*** Records to process

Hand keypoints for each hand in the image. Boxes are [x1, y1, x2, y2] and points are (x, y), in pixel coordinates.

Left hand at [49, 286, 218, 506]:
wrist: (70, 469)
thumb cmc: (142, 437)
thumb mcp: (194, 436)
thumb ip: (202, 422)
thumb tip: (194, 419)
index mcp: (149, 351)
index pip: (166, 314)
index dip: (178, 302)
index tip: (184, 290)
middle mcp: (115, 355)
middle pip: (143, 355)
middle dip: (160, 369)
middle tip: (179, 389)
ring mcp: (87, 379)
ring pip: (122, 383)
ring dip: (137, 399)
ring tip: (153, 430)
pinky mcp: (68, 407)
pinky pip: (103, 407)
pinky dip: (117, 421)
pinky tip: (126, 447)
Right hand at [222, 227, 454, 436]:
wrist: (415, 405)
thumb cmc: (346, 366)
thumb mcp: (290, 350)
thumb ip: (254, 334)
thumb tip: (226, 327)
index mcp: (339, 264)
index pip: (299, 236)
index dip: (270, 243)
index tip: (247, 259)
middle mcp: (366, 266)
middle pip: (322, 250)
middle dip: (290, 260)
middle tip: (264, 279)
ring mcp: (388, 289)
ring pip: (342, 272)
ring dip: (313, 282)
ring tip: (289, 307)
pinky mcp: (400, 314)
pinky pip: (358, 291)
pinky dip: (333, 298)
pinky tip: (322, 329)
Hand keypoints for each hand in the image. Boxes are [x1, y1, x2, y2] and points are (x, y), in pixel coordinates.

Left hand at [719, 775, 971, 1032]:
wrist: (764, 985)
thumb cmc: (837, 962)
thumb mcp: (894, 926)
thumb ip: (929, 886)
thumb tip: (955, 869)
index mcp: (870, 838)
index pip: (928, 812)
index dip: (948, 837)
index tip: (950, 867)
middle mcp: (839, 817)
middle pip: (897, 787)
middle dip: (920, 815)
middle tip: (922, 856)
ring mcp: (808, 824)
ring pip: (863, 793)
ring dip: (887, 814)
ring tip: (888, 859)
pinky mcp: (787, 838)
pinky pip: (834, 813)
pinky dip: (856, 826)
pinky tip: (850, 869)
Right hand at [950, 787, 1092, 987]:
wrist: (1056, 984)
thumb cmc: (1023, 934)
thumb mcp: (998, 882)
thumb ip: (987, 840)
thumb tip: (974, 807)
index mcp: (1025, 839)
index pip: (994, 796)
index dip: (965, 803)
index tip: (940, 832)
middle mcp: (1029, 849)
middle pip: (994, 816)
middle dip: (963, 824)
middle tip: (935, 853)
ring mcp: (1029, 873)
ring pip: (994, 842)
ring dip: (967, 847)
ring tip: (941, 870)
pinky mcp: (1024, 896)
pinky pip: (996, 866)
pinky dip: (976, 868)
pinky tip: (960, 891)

******
*** Records to process

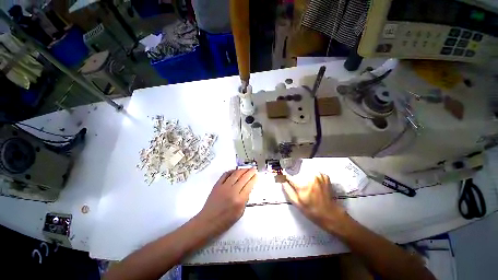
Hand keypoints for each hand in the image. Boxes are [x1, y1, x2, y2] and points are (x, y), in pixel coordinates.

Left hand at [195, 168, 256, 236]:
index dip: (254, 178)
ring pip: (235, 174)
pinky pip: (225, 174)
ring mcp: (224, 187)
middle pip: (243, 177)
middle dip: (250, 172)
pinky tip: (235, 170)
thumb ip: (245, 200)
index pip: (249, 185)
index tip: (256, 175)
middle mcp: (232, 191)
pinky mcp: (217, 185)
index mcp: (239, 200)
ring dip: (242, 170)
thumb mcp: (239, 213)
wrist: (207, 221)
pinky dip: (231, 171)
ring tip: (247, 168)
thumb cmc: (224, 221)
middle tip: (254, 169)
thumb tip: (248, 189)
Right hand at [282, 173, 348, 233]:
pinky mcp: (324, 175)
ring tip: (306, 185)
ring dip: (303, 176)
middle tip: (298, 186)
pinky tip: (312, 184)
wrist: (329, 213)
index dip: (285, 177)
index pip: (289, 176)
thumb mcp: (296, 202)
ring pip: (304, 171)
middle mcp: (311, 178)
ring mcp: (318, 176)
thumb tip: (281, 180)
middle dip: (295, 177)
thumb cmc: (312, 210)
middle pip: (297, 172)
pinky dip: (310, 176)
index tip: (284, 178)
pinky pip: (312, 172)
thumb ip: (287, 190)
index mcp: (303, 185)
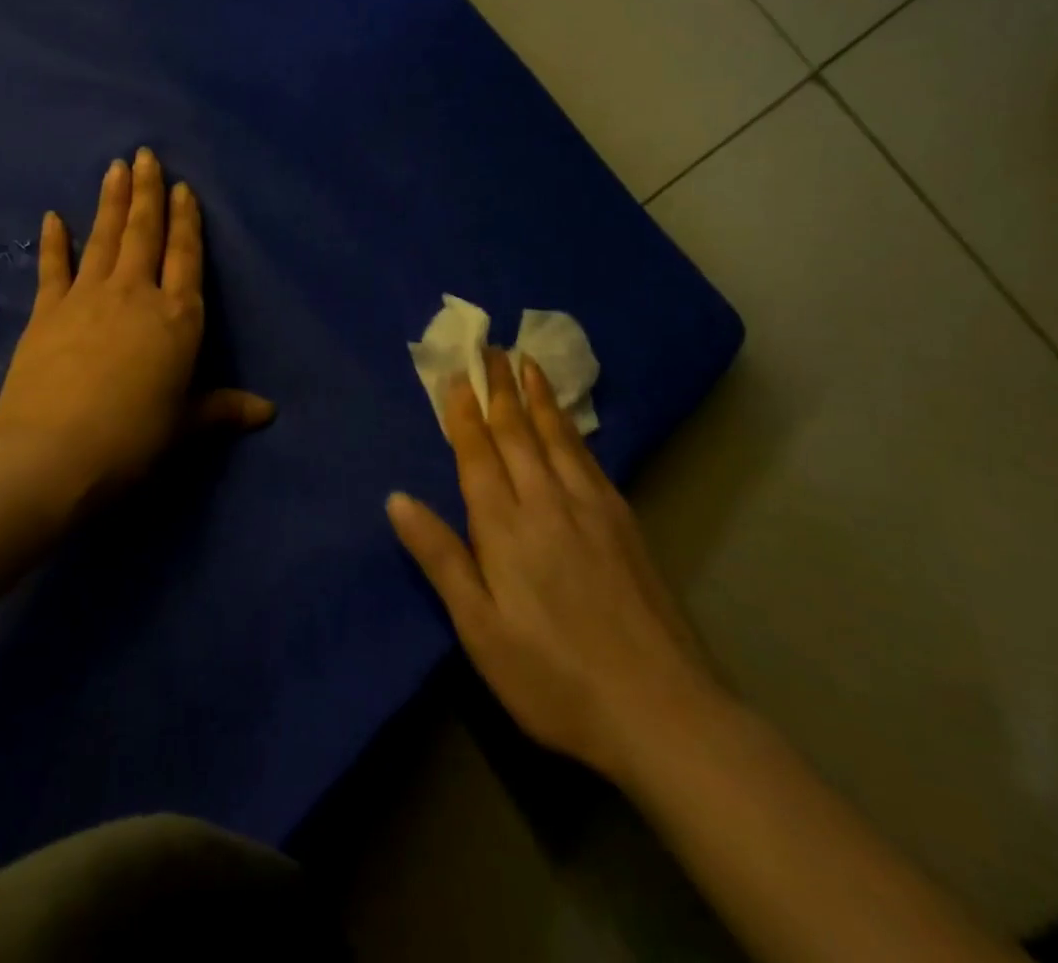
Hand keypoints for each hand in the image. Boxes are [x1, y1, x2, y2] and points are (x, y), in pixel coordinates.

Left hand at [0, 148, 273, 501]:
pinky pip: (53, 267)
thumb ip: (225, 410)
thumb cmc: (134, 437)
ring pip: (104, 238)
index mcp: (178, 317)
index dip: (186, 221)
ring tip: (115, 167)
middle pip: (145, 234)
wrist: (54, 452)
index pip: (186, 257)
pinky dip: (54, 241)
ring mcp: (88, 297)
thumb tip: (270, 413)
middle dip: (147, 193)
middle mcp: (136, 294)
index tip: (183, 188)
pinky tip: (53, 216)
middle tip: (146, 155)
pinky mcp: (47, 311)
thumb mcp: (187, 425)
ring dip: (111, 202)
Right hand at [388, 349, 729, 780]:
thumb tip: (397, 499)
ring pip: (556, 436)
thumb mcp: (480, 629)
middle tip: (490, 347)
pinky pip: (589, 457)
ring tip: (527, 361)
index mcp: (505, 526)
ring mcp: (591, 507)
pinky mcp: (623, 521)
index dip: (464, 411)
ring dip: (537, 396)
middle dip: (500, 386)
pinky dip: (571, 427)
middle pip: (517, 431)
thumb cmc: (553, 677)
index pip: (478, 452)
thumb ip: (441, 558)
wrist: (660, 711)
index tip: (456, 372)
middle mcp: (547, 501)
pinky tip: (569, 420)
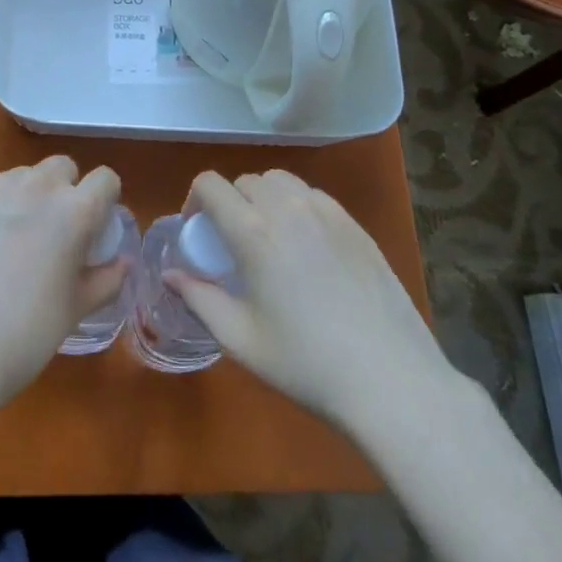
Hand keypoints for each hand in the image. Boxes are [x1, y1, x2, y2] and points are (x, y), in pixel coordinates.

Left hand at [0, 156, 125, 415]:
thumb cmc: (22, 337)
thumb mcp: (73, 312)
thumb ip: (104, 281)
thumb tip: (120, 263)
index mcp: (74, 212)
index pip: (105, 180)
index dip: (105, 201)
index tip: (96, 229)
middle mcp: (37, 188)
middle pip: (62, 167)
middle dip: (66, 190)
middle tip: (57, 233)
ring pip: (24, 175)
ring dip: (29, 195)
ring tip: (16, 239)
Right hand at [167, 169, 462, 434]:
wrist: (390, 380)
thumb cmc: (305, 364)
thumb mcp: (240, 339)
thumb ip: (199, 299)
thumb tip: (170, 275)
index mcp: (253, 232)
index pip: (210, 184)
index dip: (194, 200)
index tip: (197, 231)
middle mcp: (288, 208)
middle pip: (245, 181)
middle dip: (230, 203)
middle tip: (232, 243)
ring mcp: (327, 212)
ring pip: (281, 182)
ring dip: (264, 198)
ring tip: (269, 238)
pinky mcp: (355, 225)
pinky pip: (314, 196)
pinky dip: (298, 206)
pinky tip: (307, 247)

******

Problem requirements
After locating the line containing "index tip: (456, 372)" in the entries above, return it and every line after it exactly, ending at the line containing "pinky tip: (307, 247)", without pictures.

Problem solution
index tip: (456, 372)
middle mcp: (547, 501)
pinky tip: (569, 420)
Hand keypoints for each hand in the image. Boxes are [x1, y1, x2, y2] and points are (x, y), in pixel coordinates.

Left hand at [0, 156, 125, 415]:
thumb cmc: (22, 337)
thumb mcp: (73, 312)
thumb ip: (104, 281)
thumb tip: (120, 263)
index mcp: (74, 212)
index pip: (105, 180)
index dip: (105, 201)
index tip: (96, 229)
middle mcp: (37, 188)
middle pip: (62, 167)
middle dip: (66, 190)
middle tip: (57, 233)
ring pip: (24, 175)
ring dip: (29, 195)
ring tip: (16, 239)
Right hand at [167, 169, 462, 434]:
wrist: (390, 380)
thumb cmc: (305, 364)
thumb mcp: (240, 339)
thumb ip: (199, 299)
thumb tip: (170, 275)
index mcp: (253, 232)
index pip: (210, 184)
index dip: (194, 200)
index tip: (197, 231)
middle mcp: (288, 208)
middle pip: (245, 181)
middle dip: (230, 203)
middle tip: (232, 243)
ring mcp: (327, 212)
ring pip: (281, 182)
ring dip: (264, 198)
ring tip: (269, 238)
pinky mcp: (355, 225)
pinky pip: (314, 196)
pinky dip: (298, 206)
pinky tip: (307, 247)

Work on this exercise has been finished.